• **THE DATA**
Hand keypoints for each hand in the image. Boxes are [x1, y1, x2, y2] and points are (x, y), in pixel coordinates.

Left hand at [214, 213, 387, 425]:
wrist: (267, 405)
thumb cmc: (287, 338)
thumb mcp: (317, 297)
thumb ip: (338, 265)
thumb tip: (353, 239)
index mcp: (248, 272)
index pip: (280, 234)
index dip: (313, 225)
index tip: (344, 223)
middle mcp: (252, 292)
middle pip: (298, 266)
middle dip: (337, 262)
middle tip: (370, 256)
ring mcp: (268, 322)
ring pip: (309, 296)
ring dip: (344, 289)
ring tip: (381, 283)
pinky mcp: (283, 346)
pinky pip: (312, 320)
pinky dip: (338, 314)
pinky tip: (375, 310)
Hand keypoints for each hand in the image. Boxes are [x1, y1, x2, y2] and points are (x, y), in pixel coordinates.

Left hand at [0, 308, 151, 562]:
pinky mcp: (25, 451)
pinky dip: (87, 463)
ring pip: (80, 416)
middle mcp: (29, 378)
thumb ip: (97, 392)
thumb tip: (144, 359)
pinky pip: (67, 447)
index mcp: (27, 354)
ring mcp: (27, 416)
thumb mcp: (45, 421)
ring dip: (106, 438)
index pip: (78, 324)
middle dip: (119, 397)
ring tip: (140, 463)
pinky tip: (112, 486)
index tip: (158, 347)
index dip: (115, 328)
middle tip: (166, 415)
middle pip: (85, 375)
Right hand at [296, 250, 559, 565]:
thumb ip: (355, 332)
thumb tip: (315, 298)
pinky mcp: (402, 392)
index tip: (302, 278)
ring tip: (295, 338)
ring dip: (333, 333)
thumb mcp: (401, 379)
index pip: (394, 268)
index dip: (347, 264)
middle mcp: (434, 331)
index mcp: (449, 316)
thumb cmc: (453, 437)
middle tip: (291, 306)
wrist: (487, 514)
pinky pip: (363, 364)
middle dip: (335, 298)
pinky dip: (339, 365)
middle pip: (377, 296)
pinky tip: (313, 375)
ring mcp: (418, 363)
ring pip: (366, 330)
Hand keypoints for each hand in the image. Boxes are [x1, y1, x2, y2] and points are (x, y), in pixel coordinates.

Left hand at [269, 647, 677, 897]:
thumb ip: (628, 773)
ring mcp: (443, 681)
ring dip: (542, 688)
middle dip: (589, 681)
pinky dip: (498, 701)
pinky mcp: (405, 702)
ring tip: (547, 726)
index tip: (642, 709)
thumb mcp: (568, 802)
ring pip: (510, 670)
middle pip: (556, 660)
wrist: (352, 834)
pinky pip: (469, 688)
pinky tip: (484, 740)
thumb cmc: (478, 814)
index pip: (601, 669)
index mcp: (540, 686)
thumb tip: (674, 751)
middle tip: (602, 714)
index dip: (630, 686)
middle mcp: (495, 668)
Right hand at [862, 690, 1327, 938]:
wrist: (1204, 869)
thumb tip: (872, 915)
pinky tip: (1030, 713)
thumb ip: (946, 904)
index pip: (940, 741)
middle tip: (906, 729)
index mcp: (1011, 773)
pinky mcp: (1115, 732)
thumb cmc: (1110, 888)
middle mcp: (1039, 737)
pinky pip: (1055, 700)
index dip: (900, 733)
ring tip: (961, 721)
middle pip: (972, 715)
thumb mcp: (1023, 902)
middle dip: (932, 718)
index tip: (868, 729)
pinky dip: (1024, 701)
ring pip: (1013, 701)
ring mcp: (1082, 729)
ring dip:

• **WHAT TO PRODUCE**
Copy out each record exactly as given, omitting none.

• **RESPONSE FOR THIS EXERCISE**
Hand keypoints for each hand in the image. Boxes are [x1, y1, x2, y2] and points are (x, y), in pixel coordinates.

Left hand at [214, 213, 387, 425]:
wrist: (267, 405)
thumb cmc: (287, 338)
thumb mcp: (317, 297)
thumb ip: (338, 265)
thumb tip: (353, 239)
index mcp: (248, 272)
index pip: (280, 234)
index dip: (313, 225)
index tip: (344, 223)
middle mcp: (252, 292)
middle pip: (298, 266)
middle dip: (337, 262)
middle tip: (370, 256)
ring mcp: (268, 322)
ring pip: (309, 296)
ring dip: (344, 289)
ring tip: (381, 283)
pinky mcp: (283, 346)
pinky pip: (312, 320)
pinky dip: (338, 314)
pinky tip: (375, 310)
Hand keypoints for each hand in the image. Boxes are [x1, y1, x2, y2] and points are (x, y), in pixel coordinates.

Left hand at [0, 308, 151, 562]:
pinky mcp: (25, 451)
pinky dip: (87, 463)
ring pip: (80, 416)
middle mcp: (29, 378)
thumb ip: (97, 392)
thumb tip: (144, 359)
pinky pip: (67, 447)
index mcp: (27, 354)
ring mcp: (27, 416)
thumb mcp: (45, 421)
ring dip: (106, 438)
index pip: (78, 324)
middle dip: (119, 397)
ring tip: (140, 463)
pinky tip: (112, 486)
index tip: (158, 347)
index dip: (115, 328)
middle tip: (166, 415)
middle pip: (85, 375)
Right hand at [296, 250, 559, 565]:
thumb ip: (355, 332)
thumb tip: (315, 298)
pinky mcp: (402, 392)
index tip: (302, 278)
ring tip: (295, 338)
ring dip: (333, 333)
thumb mcp: (401, 379)
index pip: (394, 268)
index dip: (347, 264)
middle mcp: (434, 331)
index mcp: (449, 316)
thumb cmc: (453, 437)
middle tip: (291, 306)
wrist: (487, 514)
pinky pip: (363, 364)
middle dip: (335, 298)
pinky dip: (339, 365)
middle pip: (377, 296)
pinky tip: (313, 375)
ring mcp: (418, 363)
ring pip: (366, 330)
Hand keypoints for each hand in the image. Boxes are [x1, y1, x2, y2] and points are (x, y), in pixel coordinates.

Left hand at [269, 647, 677, 897]:
thumb ip: (628, 773)
ring mcp: (443, 681)
ring dip: (542, 688)
middle dip: (589, 681)
pinky dip: (498, 701)
pinky mcp: (405, 702)
ring tip: (547, 726)
index tip: (642, 709)
thumb mcp: (568, 802)
ring pip: (510, 670)
middle pip: (556, 660)
wrist: (352, 834)
pinky pip: (469, 688)
pinky tip: (484, 740)
thumb cmc: (478, 814)
index pip: (601, 669)
index mcp: (540, 686)
thumb tip: (674, 751)
middle tip: (602, 714)
index dip: (630, 686)
middle mcp: (495, 668)
Right hand at [862, 690, 1327, 938]:
wrist: (1204, 869)
thumb tip: (872, 915)
pinky tip: (1030, 713)
thumb ip: (946, 904)
index pip: (940, 741)
middle tip: (906, 729)
index mcp: (1011, 773)
pinky mcp: (1115, 732)
thumb cmc: (1110, 888)
middle mcp: (1039, 737)
pinky pip: (1055, 700)
index dip: (900, 733)
ring tip: (961, 721)
middle pip: (972, 715)
thumb mcp: (1023, 902)
middle dip: (932, 718)
index tip: (868, 729)
pinky dip: (1024, 701)
ring pip: (1013, 701)
ring mcp: (1082, 729)
ring dip:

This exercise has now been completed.